Dans son discours d’investiture, hier, devant la Cour suprême lui ayant fait allégeance, à l’instar de la Cour constitutionnelle, quinze jours auparavant, le désormais président réélu IBK se livre à un exercice d’autosatisfaction qui tient du surréalisme.
Lorsqu’il déclare, par exemple, que l’élection présidentielle que le pays vient de vivre ” s’est déroulée dans la sérénité et la plus grande transparence ” les deux mille invités, triés sur le volet, à la cérémonie qui se déroulait au Palais de la Culture et nos concitoyens qui l’ont suivie par les médias ont dû se demander s’il s’agit bien de ce scrutin qui a vu des éléments terroristes priver des centaines de milliers d’électeurs de leur droit de vote. Et des bureaux de vote censés ne pas accueillir plus de cinq cents électeurs, selon la loi électorale, en recevoir le double. Qui plus est, tous ces électeurs de plus ont voté pour le même candidat.
Assurément immodeste sur les actes qu’il a posés au cours des cinq années écoulées (le pays est déjà sur les rails de la croissance et de l’émergence, assène t- il) il invite chaque Malien à ” constater la marche vigoureuse et inéluctable enclenchée “.
Avant d’en arriver au programme ” Notre grand Mali avance ” qu’il se propose d’appliquer ” scrupuleusement ” dès l’entame du nouveau mandat.
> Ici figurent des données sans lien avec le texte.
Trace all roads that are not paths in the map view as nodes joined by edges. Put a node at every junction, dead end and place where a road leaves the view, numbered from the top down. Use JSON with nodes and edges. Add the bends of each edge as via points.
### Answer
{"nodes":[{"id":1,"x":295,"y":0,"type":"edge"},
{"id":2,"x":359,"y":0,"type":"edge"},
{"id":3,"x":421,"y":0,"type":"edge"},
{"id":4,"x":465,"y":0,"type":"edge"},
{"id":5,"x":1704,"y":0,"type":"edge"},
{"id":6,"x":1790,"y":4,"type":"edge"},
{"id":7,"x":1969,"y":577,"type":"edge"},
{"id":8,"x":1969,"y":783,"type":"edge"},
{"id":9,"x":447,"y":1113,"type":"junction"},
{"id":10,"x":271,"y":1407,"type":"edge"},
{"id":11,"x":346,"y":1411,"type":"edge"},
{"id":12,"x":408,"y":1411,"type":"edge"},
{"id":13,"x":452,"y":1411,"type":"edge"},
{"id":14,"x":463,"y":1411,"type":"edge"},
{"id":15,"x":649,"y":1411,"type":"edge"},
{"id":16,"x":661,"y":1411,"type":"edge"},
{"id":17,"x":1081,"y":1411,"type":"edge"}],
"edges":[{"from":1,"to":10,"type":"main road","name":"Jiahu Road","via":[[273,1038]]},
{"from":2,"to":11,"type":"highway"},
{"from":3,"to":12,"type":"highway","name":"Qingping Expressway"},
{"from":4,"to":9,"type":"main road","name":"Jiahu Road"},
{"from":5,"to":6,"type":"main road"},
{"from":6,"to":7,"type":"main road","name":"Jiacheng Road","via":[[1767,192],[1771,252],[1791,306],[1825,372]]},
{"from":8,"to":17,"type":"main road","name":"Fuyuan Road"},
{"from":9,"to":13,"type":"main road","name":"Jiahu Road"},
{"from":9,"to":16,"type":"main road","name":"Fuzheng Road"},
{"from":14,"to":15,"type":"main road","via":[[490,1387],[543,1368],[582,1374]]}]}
Ledit programme ambitionne de ” renforcer la cohésion nationale ” notamment par la poursuite de la mise en œuvre de l’accord pour la paix et la réconciliation considérée comme ” prioritaire “. Il accentuera ” la lutte contre le terrorisme ” le président promettant “ d’être implacable avec tous ceux qui bafouent nos libertés et foulent aux pieds nos valeurs de tolérance ” tout en étant ouvert “ à tous ceux qui veulent revenir au sein de la République ” en respectant toutefois la laïcité.
” Notre grand Mali avance ” veut restaurer les valeurs comme le respect d’autrui, le respect du bien public, des lois et règles de la République, de l’autorité de l’Etat. Et réhabiliter le travail, la culture de l’effort, le dévouement, l’amour de la patrie pour que ” le Mali soit de nouveau un modèle pour l’Afrique et le monde “.
Il projette de ” réformer l’Etat “. Et, dans ce cadre, ” une lutte plus farouche contre la corruption ” sera engagée. Il ” libérera l’initiative privée ” et IBK promet d’être ” le président de l’emploi, de l’entrepreneuriat et de l’industrie “. Il entend ” lutter contre la pauvreté ” et faire en sorte que plus aucun Malien ne soit laissé sur le côté de la route.
Enfin la jeunesse, cette ” majorité silencieuse qui souffre et peine à trouver repères, opportunités et perspectives ” sera ” la grande cause de ce nouveau mandat “.
IBK aime les mots. Il excelle à les construire et à les prononcer. Mais ceux-là ont un air de déjà entendu. En 2013 avec le programme ” le Mali d’abord “.
Si IBK, plébiscité par plus de 77% des électeurs, avait imprimé au pays ” la marche vigoureuse et inéluctable ” qu’il revendique, la présidentielle du 29 juillet et du 12 aout 2018 eût gagné en ” sérénité et en transparence “.
Le fait que la cérémonie de son investiture se soit déroulée dans un édifice dédié à la réjouissance transformé en forteresse inexpugnable par un déploiement exceptionnel des forces de l’ordre est bien la preuve que c’est loin d’être le cas.
Emporté par son autosatisfaction démesurée, IBK 2 “tend la main à tous ceux qui veulent que le Mali réussisse. Tous ceux qui veulent croire en ce beau dessein. Sans exclusive “. Cette fois-ci, on l’aura remarqué, il n’a pas daigné citer nommément son “ jeune frère Soumaïla Cissé ” contrairement à sa déclaration faite après la proclamation des résultats définitifs par la Cour constitutionnelle.
Raison probable : le turbulent cadet a préféré mobiliser la rue (deux cent mille personnes semble-t-il, samedi dernier) plutôt que de sauter sur la main tendue de l’aîné. Et de faire amende honorable.